I lost it when I read this part....spewed my beer all over the monitor. :laugh:


You really need to put up a warning when you post stuff like this, ya know!




Gotta name him witha foody kind of name;
....Stew...Newburgh....Chowder....Bisque....Thermidor 
:biggrin:


----------



## Nancy McClelland (Feb 16, 2012)

Don't drink and scribe!


----------



## JimD (Feb 16, 2012)

*Nancy McClelland wrote: *


> Don't drink and scribe!



:foreheadsmack:Ooooo duh!!.... I've been warrened (sp!! pun intended!!)!!!


Eat, drink, and be wary!


----------



## funnybunnymummy (Feb 16, 2012)

You guys are so punny!!! 

Rue


----------



## Watermelons (Feb 16, 2012)

Katie... Where are the pictures?!?


----------



## I_heart_Fraggles (Feb 17, 2012)

I know I need to get pictures. But I have not been in the bedroom at all due to my back. I can make it to the bathroom and that's about it. I will get some pictures when I am feeling better.


----------



## Watermelons (Feb 17, 2012)

Not been in the bedroom.... Hold on... You're keeping a lobster in your bedroom?!


----------



## MarisaAndToby (Feb 17, 2012)

Jim, you should know not to drink while reading any of Katie's posts!


----------



## BertNErnie (Feb 17, 2012)

Haha that's so funny I would love to have been a fly on the wall!

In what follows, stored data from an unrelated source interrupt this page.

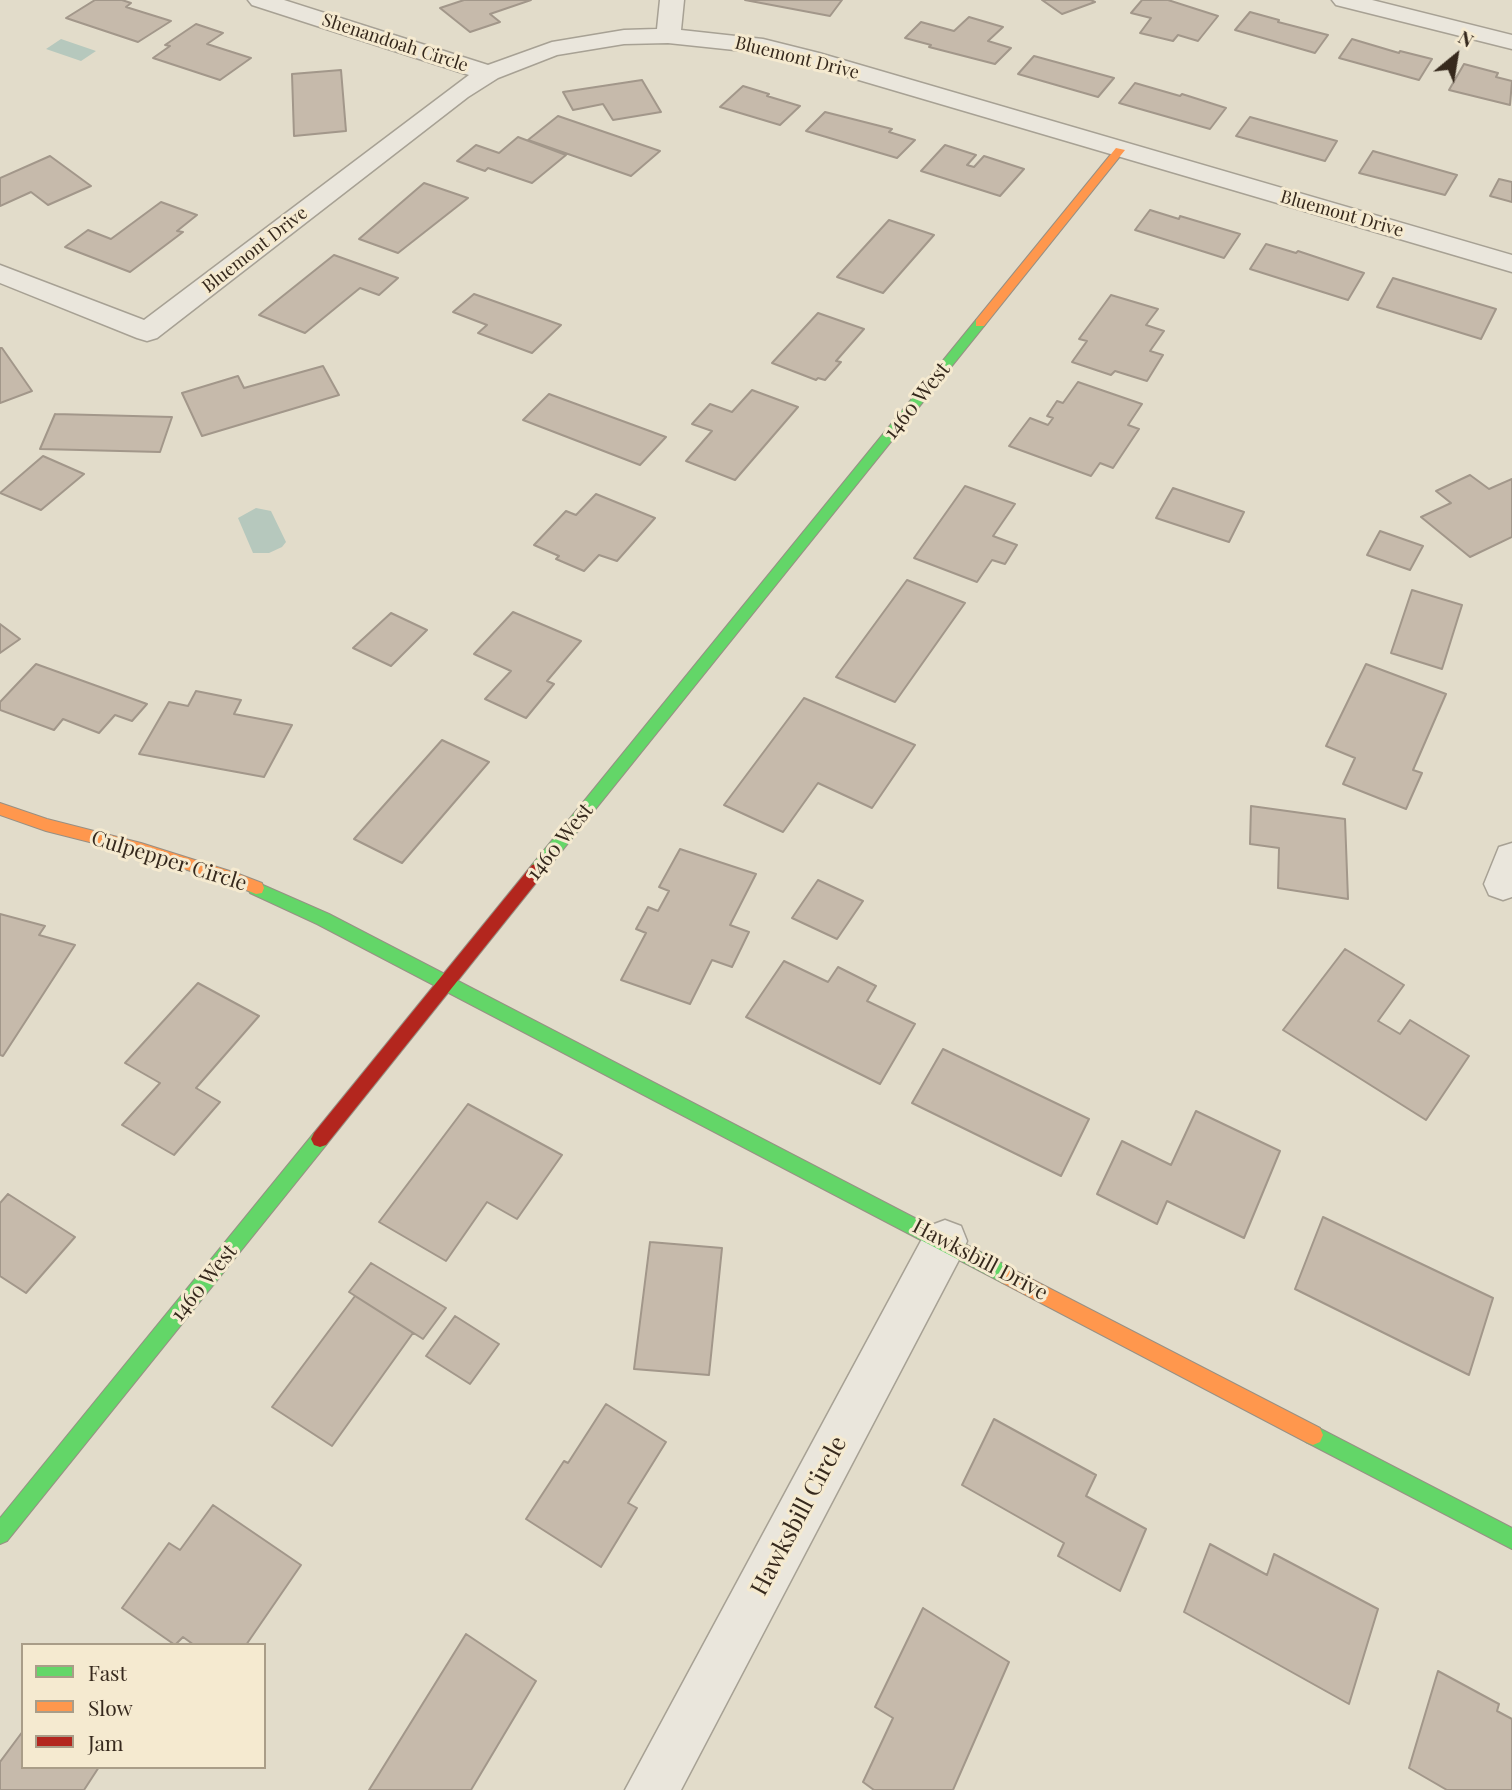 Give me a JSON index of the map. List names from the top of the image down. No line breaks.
{"streets":{"street":["Shenandoah Circle","Bluemont Drive","1460 West","Culpepper Circle","Hawksbill Drive","Hawksbill Circle"]},"crossings":[["Shenandoah Circle","Bluemont Drive"],["Bluemont Drive","1460 West"],["1460 West","Culpepper Circle"],["1460 West","Hawksbill Drive"],["Culpepper Circle","Hawksbill Drive"],["Hawksbill Drive","Hawksbill Circle"]],"legend":["Fast","Slow","Jam"],"north":"top right"} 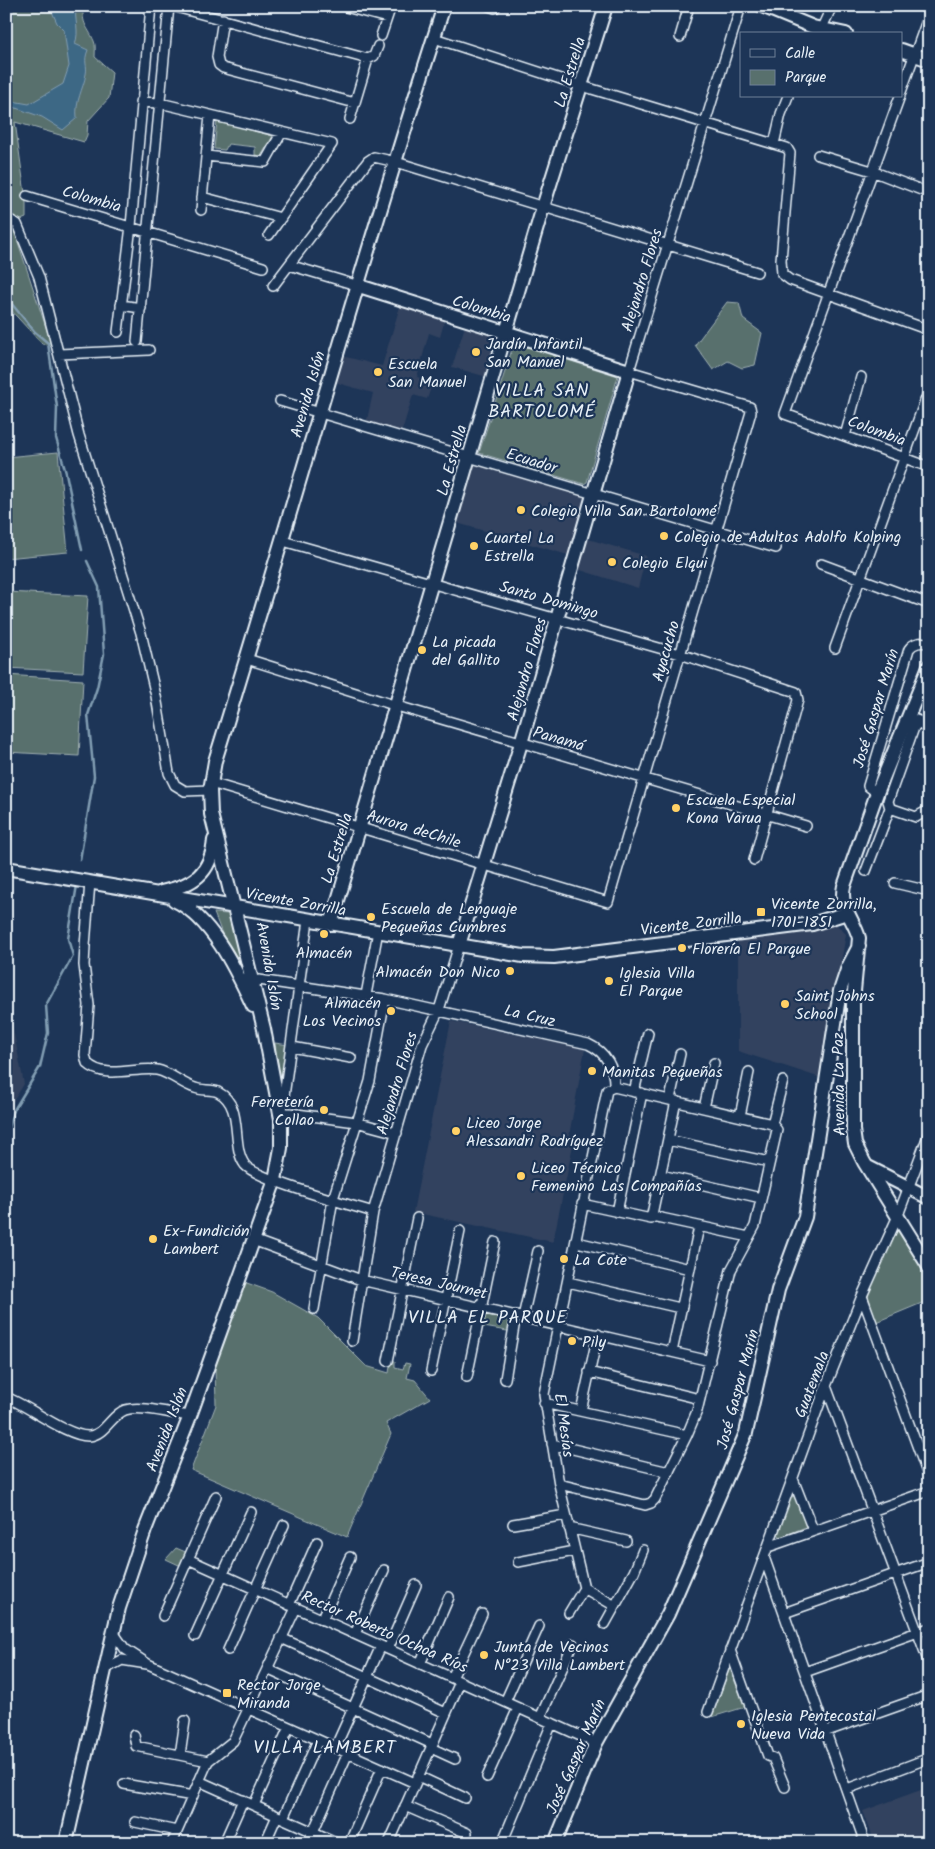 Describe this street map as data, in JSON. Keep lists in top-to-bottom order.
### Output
{
  "streets": {
    "main road": [
      "La Estrella",
      "Colombia",
      "Alejandro Flores",
      "Avenida Islón",
      "José Gaspar Marín",
      "Vicente Zorrilla",
      "Avenida La Paz"
    ],
    "street": [
      "Ecuador",
      "Santo Domingo",
      "Ayacucho",
      "Panamá",
      "Aurora deChile",
      "La Cruz",
      "Teresa Journet",
      "Guatemala",
      "El Mesías",
      "Rector Roberto Ochoa Ríos"
    ]
  },
  "crossings": [
    ["La Estrella", "Colombia"],
    ["La Estrella", "Ecuador"],
    ["La Estrella", "Santo Domingo"],
    ["La Estrella", "Panamá"],
    ["La Estrella", "Aurora deChile"],
    ["La Estrella", "Vicente Zorrilla"],
    ["Colombia", "Alejandro Flores"],
    ["Colombia", "Avenida Islón"],
    ["Colombia", "Ayacucho"],
    ["Alejandro Flores", "Ecuador"],
    ["Alejandro Flores", "Santo Domingo"],
    ["Alejandro Flores", "Panamá"],
    ["Alejandro Flores", "Aurora deChile"],
    ["Alejandro Flores", "Vicente Zorrilla"],
    ["Alejandro Flores", "La Cruz"],
    ["Alejandro Flores", "Teresa Journet"],
    ["Avenida Islón", "Ecuador"],
    ["Avenida Islón", "Santo Domingo"],
    ["Avenida Islón", "Panamá"],
    ["Avenida Islón", "Aurora deChile"],
    ["Avenida Islón", "Vicente Zorrilla"],
    ["Avenida Islón", "La Cruz"],
    ["Avenida Islón", "Teresa Journet"],
    ["Ecuador", "Ayacucho"],
    ["Santo Domingo", "Ayacucho"],
    ["Santo Domingo", "Panamá"],
    ["Ayacucho", "Panamá"],
    ["Ayacucho", "Aurora deChile"],
    ["José Gaspar Marín", "Vicente Zorrilla"],
    ["José Gaspar Marín", "Avenida La Paz"],
    ["José Gaspar Marín", "Rector Roberto Ochoa Ríos"],
    ["Vicente Zorrilla", "Avenida La Paz"],
    ["La Cruz", "El Mesías"],
    ["Avenida La Paz", "Guatemala"],
    ["Teresa Journet", "El Mesías"]
  ],
  "districts": ["VILLA SAN BARTOLOMÉ", "VILLA EL PARQUE", "VILLA LAMBERT"],
  "places": {
    "other": [
      "Jardín Infantil San Manuel",
      "Escuela San Manuel",
      "Colegio Villa San Bartolomé",
      "Colegio de Adultos Adolfo Kolping",
      "Cuartel La Estrella",
      "Colegio Elqui",
      "La picada del Gallito",
      "Escuela Especial Kona Varua",
      "Escuela de Lenguaje Pequeñas Cumbres",
      "Almacén",
      "Florería El Parque",
      "Almacén Don Nico",
      "Iglesia Villa El Parque",
      "Saint Johns School",
      "Almacén Los Vecinos",
      "Manitas Pequeñas",
      "Ferretería Collao",
      "Liceo Jorge Alessandri Rodríguez",
      "Liceo Técnico Femenino Las Compañías",
      "Ex-Fundición Lambert",
      "La Cote",
      "Pily",
      "Junta de Vecinos N°23 Villa Lambert",
      "Iglesia Pentecostal Nueva Vida"
    ],
    "transit": ["Vicente Zorrilla, 1701-1851", "Rector Jorge Miranda"]
  },
  "legend": ["Calle", "Parque"]
}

Ryan cooks for me he's actually pretty good and the food is actually edible :biggrin:


----------



## LakeCondo (Feb 17, 2012)

*Watermelons wrote: *


> Not been in the bedroom.... Hold on... You're keeping a lobster in your bedroom?!


Maybe they've run out of other places to keep their menagerie.


----------



## JimD (Feb 17, 2012)




----------



## MagPie (Feb 19, 2012)

Hahaha Ok Jason screaming like a girl over a lobster is the best part. .... Sorry Jason.

OOooh I don't think I could ever cook lobster. What with my bleeding heart, I'd end up with a pet lobster living in the bath tub.
I also want to see pictures 


*LakeCondo wrote: *


> *Watermelons wrote: *
> 
> 
> > Not been in the bedroom.... Hold on... You're keeping a lobster in your bedroom?!
> ...


XD haha I'm having a bit of that problem too. I have a gecko tank on my computer desk table, until I get another stand or find one of my geckos a new home.


----------